During 2001, Franklin realized a gain of $598,617 from the sale of
434,024 shares of Go America, Inc. common stock a previous portfolio holding of
the Corporation, a gain of $87,013 from the sale of 1,183,938 shares of Avery
common stock a previous portfolio holding of the Corporation, and a gain of
$50,750 from the sale of 350,000 shares of Avery preferred stock. These gains
were offset by a loss of $130,139 from the sale of 1,150,000 shares of Primal
common stock as well as a realized net loss of $85,786 from the sale of various
marketable securities.

UNREALIZED APPRECIATION OF INVESTMENTS

Unrealized appreciation of investments, net of deferred taxes,
decreased by $475,605 during the year ended December 31, 2003, due primarily to
the sale of a portion of the Corporation's holdings of Excelsior offset by the
increased valuation of Excelsior.

Unrealized appreciation of investments, net of deferred taxes,
increased by $1,663,304 during the year ended December 31, 2002, due primarily
to the increased valuation of Excelsior.

Unrealized appreciation of investments, net of deferred taxes,
decreased by $1,553,756 during the year ended December 31, 2001, primarily from
the sale of Franklin's position in Go America common


17


stock and the sale of Franklin's position in Avery Communications. The changes
in the value of these investments occurred during a period of extreme volatility
of publicly traded, small capitalization, high technology stocks.

TAXES

Franklin does not qualify for pass through tax treatment as a Regulated
Investment Company under Subchapter M of the Internal Revenue Code for income
tax purposes. The Corporation is taxed under Regulation C of the Code and,
therefore, it is subject to federal income tax on the portion of its taxable
income and net capital as well as such distribution to its stockholders.

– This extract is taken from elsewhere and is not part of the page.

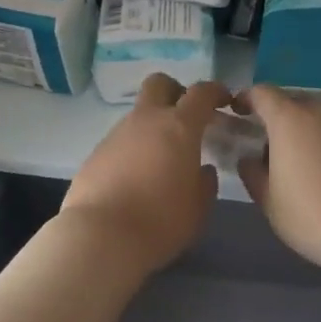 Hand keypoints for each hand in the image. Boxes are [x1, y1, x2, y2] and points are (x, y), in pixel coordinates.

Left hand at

LIQUIDITY AND CAPITAL RESOURCES

The accompanying financial statements have been prepared assuming that
the Corporation will continue as a going concern. The Corporation has a working
capital deficiency of approximately $900,000 at December 31, 2003. This
condition raises substantial doubt about the Corporation's ability to continue
as a going concern. The Corporation is currently seeking financing. There can be
no assurance that the Corporation would be able to obtain financing. The
financial statements do not include any adjustments to reflect the possible
future effects on the recoverability of assets or the amounts of liabilities
that may result from the outcome of this uncertainty.

Cash and cash equivalents decreased by $337,966 to $224,225 for the
year ended December 31, 2003, compared to an increase of $282,463 for the year
ended December 31, 2002.

Operating activities used $1,192,248 of cash for the year ended
December 31, 2003, compared to using $1,282,171 for the year ended December 31,
2002.

Operating activities for the year ended December 31, 2003, exclusive of
changes in operating assets and liabilities, used $1,079,395 of cash, as the
Corporation's net decrease in net assets from operations of $1,141,089 included
non-cash charges for depreciation and amortization of $16,972, realized gains of
$430,883 and unrealized losses of $475,605. For the year ended December 31,
2002, operating activities, exclusive of changes in operating assets and
liabilities, used $1,513,400 of cash, as the Corporation's net increase in net
assets from operations of $370,262 included non-cash charges of depreciation and
amortization of $16,969, realized gains of $237,327 and unrealized gains of
$1,663,304.

Changes in operating assets and liabilities decreased cash $112,853 for
the year ended December 31, 2003, principally due a decrease in the level of
accounts payable and accrued expenses. For the year ended December 31, 2002,
changes in operating assets and liabilities produced $231,229 of cash.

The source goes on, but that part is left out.